DATA TO USE:

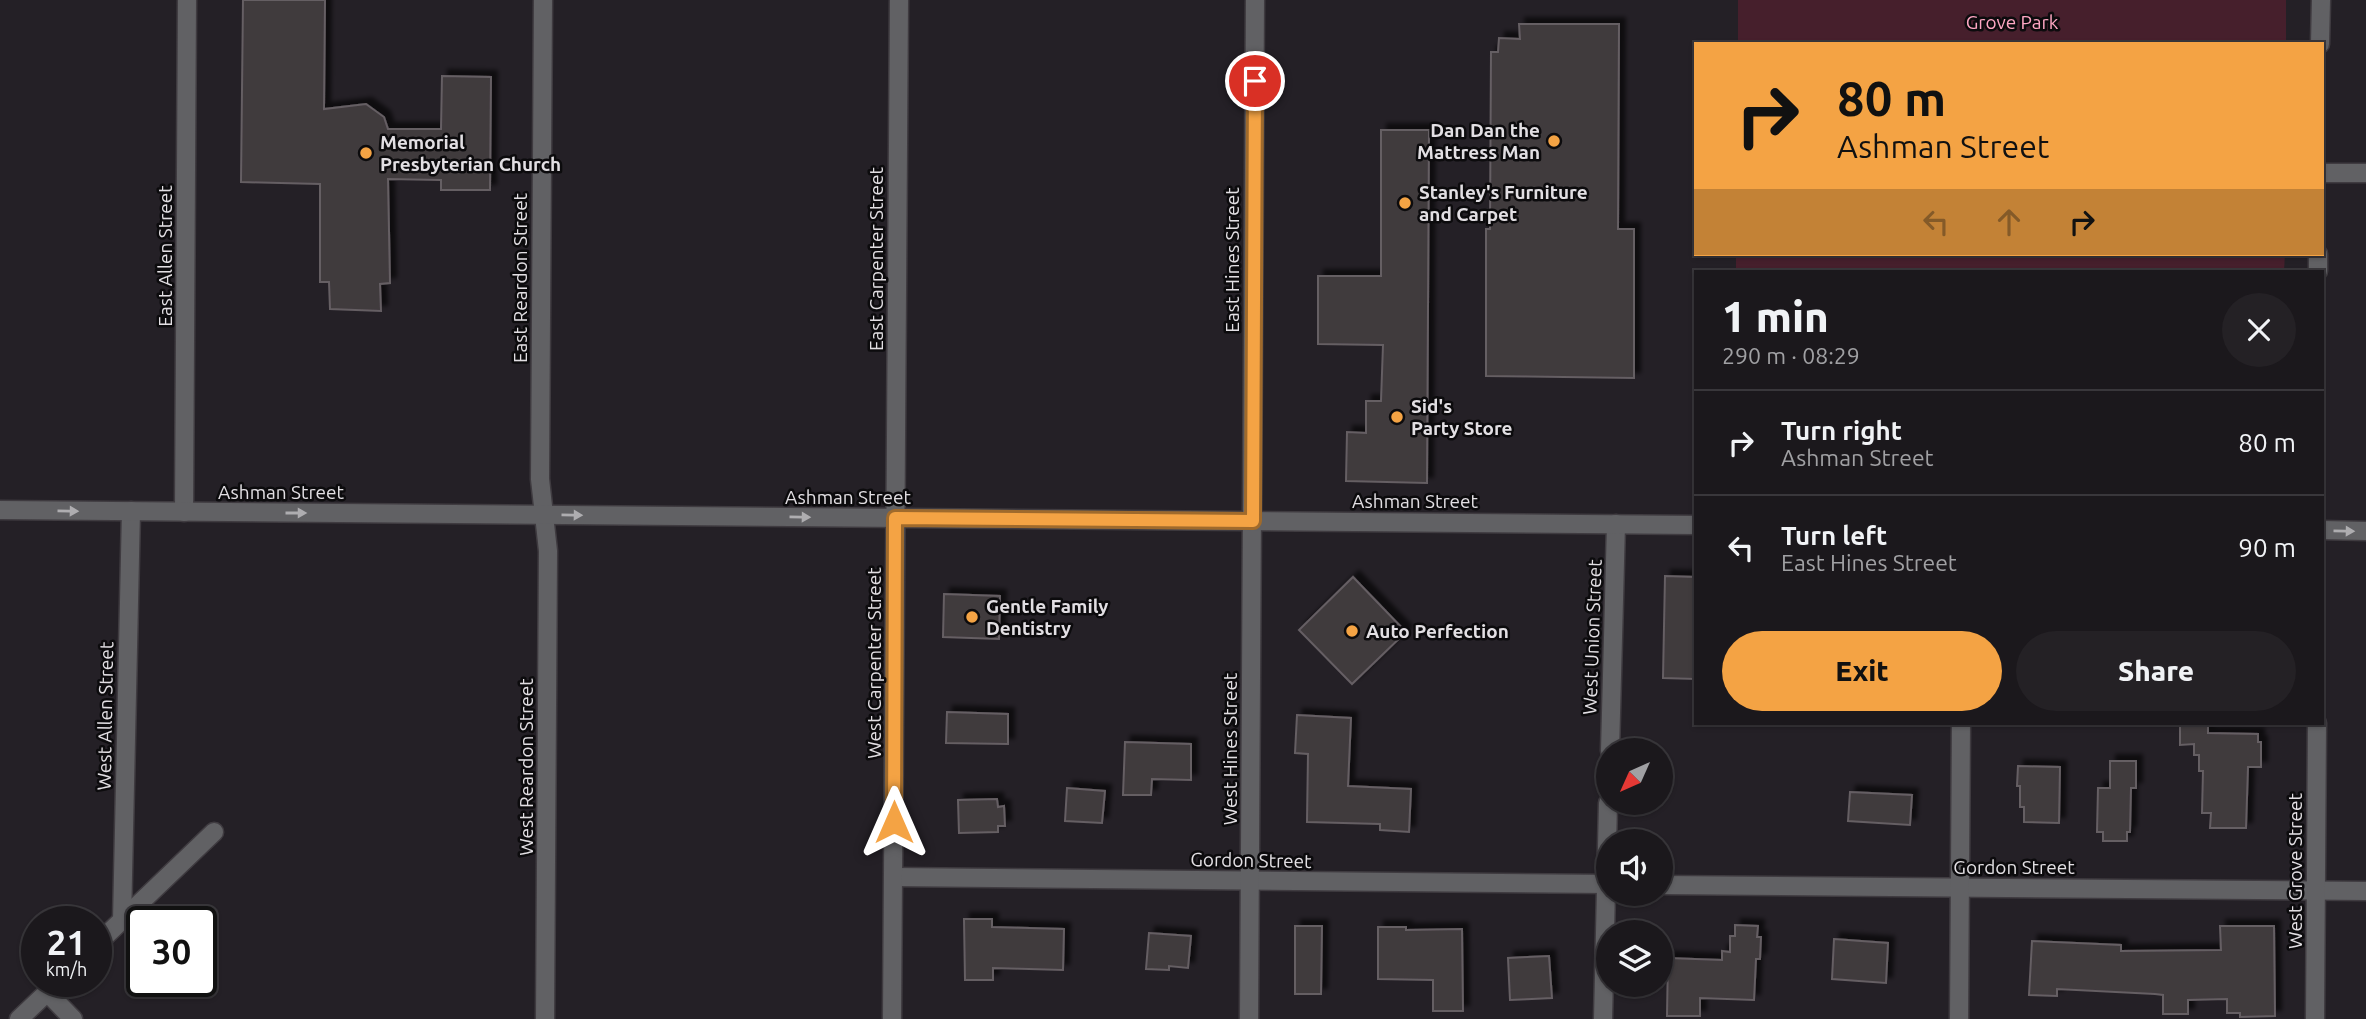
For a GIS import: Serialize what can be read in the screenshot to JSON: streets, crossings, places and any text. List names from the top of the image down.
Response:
{
  "streets": {
    "street": [
      "East Allen Street",
      "East Carpenter Street",
      "East Hines Street",
      "East Reardon Street",
      "Ashman Street",
      "West Union Street",
      "West Carpenter Street",
      "West Allen Street",
      "West Hines Street",
      "West Reardon Street",
      "Gordon Street",
      "West Grove Street"
    ]
  },
  "crossings": [
    ["East Allen Street", "Ashman Street"],
    ["East Carpenter Street", "Ashman Street"],
    ["East Carpenter Street", "West Carpenter Street"],
    ["East Hines Street", "Ashman Street"],
    ["East Hines Street", "West Hines Street"],
    ["East Reardon Street", "Ashman Street"],
    ["East Reardon Street", "West Reardon Street"],
    ["Ashman Street", "West Union Street"],
    ["Ashman Street", "West Carpenter Street"],
    ["Ashman Street", "West Allen Street"],
    ["Ashman Street", "West Hines Street"],
    ["Ashman Street", "West Reardon Street"],
    ["West Carpenter Street", "Gordon Street"],
    ["West Hines Street", "Gordon Street"],
    ["Gordon Street", "West Grove Street"]
  ],
  "one_way": ["Ashman Street"],
  "parks": ["Grove Park"],
  "places": [
    "Dan Dan the Mattress Man",
    "Memorial Presbyterian Church",
    "Stanley's Furniture and Carpet",
    "Sid's Party Store",
    "Gentle Family Dentistry",
    "Auto Perfection"
  ],
  "north": "bottom left",
  "page": {
    "turn": ["80 m", "Ashman Street"],
    "heading": ["1 min", "290 m · 08:29"],
    "list": [
      {
        "name": "Turn right",
        "note": "Ashman Street",
        "value": "80 m"
      },
      {
        "name": "Turn left",
        "note": "East Hines Street",
        "value": "90 m"
      }
    ],
    "buttons": ["Exit", "Share"],
    "speed": "21 km/h",
    "limit": "30"
  }
}
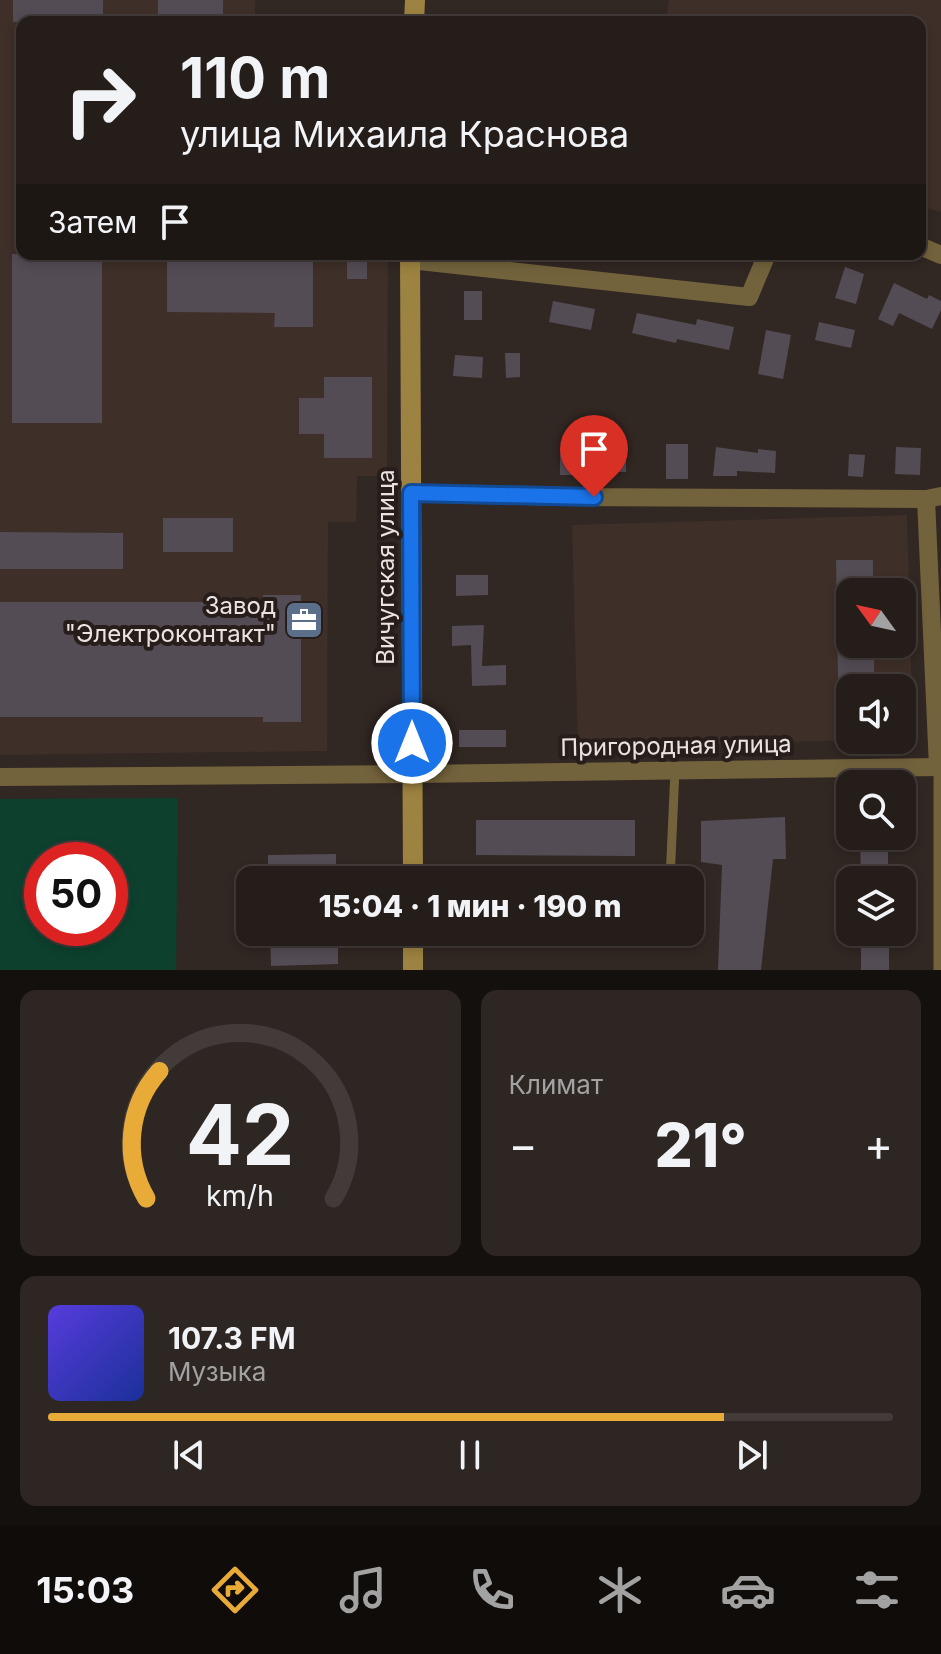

PROBLEM STATEMENT: Each line above should be returned exactly as it stands, minus any pictures.

OUTPUT OF THE TASK:
For a GIS import: Serialize what can be read in the screenshot to JSON: streets, crossings, places and any text. List names from the top of the image down.
Response:
{
  "streets": {
    "street": [
      "East Allen Street",
      "East Carpenter Street",
      "East Hines Street",
      "East Reardon Street",
      "Ashman Street",
      "West Union Street",
      "West Carpenter Street",
      "West Allen Street",
      "West Hines Street",
      "West Reardon Street",
      "Gordon Street",
      "West Grove Street"
    ]
  },
  "crossings": [
    ["East Allen Street", "Ashman Street"],
    ["East Carpenter Street", "Ashman Street"],
    ["East Carpenter Street", "West Carpenter Street"],
    ["East Hines Street", "Ashman Street"],
    ["East Hines Street", "West Hines Street"],
    ["East Reardon Street", "Ashman Street"],
    ["East Reardon Street", "West Reardon Street"],
    ["Ashman Street", "West Union Street"],
    ["Ashman Street", "West Carpenter Street"],
    ["Ashman Street", "West Allen Street"],
    ["Ashman Street", "West Hines Street"],
    ["Ashman Street", "West Reardon Street"],
    ["West Carpenter Street", "Gordon Street"],
    ["West Hines Street", "Gordon Street"],
    ["Gordon Street", "West Grove Street"]
  ],
  "one_way": ["Ashman Street"],
  "parks": ["Grove Park"],
  "places": [
    "Dan Dan the Mattress Man",
    "Memorial Presbyterian Church",
    "Stanley's Furniture and Carpet",
    "Sid's Party Store",
    "Gentle Family Dentistry",
    "Auto Perfection"
  ],
  "north": "bottom left",
  "page": {
    "turn": ["80 m", "Ashman Street"],
    "heading": ["1 min", "290 m · 08:29"],
    "list": [
      {
        "name": "Turn right",
        "note": "Ashman Street",
        "value": "80 m"
      },
      {
        "name": "Turn left",
        "note": "East Hines Street",
        "value": "90 m"
      }
    ],
    "buttons": ["Exit", "Share"],
    "speed": "21 km/h",
    "limit": "30"
  }
}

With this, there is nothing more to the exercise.